[Dataset entries]

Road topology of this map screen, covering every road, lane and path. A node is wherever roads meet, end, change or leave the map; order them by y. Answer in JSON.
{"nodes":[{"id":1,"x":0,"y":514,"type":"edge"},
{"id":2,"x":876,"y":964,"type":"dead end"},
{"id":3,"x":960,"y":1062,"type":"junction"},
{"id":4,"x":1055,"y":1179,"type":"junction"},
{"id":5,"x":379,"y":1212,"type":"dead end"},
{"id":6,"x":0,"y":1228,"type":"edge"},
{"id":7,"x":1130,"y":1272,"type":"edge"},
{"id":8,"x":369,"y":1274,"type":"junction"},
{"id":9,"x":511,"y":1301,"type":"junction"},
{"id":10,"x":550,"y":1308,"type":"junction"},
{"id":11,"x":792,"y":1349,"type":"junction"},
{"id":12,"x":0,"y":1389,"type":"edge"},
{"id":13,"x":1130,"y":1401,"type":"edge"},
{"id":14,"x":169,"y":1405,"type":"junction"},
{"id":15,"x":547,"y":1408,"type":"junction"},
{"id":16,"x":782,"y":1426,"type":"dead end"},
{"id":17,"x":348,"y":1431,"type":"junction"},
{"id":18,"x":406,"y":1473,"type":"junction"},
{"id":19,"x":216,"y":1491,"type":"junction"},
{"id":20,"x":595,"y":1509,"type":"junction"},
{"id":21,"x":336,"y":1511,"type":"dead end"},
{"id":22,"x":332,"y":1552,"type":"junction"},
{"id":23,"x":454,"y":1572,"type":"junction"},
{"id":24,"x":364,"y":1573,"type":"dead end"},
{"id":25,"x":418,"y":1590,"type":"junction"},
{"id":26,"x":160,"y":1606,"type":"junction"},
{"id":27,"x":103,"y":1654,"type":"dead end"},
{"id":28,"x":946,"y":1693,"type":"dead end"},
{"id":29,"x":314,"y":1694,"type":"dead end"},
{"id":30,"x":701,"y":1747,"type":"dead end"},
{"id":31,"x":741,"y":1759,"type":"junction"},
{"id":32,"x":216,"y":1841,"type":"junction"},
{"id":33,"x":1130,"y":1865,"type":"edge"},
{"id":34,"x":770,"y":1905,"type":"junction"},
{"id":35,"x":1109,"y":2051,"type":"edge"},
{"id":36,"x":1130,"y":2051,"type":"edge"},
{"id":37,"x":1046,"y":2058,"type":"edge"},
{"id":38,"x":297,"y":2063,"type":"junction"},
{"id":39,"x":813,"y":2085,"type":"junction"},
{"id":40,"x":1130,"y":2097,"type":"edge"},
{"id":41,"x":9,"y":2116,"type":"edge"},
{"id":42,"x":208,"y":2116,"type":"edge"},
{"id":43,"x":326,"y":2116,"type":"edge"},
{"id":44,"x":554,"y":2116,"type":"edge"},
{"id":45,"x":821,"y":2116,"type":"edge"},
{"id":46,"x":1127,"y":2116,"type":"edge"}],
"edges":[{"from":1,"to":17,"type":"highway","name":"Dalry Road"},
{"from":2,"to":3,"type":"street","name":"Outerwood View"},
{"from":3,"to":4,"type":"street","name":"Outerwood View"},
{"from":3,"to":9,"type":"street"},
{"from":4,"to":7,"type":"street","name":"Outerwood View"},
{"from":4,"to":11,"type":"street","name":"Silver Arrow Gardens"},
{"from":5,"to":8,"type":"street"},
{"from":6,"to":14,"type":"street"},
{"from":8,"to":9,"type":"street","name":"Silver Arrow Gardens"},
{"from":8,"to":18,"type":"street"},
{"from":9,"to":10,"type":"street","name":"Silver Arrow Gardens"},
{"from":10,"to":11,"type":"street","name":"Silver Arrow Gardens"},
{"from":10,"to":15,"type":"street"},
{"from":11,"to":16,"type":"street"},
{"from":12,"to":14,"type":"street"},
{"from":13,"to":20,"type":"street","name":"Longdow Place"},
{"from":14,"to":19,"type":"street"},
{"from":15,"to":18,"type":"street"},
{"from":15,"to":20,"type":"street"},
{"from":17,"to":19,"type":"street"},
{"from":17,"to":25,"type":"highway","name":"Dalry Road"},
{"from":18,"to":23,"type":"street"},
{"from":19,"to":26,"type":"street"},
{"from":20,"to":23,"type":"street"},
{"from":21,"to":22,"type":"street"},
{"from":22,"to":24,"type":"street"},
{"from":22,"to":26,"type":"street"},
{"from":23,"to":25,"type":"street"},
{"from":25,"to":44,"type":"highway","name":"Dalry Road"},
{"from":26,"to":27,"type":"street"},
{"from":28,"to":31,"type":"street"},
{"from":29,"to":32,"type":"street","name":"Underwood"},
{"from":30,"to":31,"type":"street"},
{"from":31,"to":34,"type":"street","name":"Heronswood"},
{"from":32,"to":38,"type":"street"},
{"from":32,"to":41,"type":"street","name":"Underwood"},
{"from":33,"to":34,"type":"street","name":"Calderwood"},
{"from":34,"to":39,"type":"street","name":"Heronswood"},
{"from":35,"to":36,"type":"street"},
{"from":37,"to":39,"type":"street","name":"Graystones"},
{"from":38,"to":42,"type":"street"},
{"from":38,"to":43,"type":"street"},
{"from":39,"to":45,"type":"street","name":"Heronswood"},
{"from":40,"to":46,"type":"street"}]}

### What is needed:
Please give only the count of lines above containing "dead".

### Expected answer:
9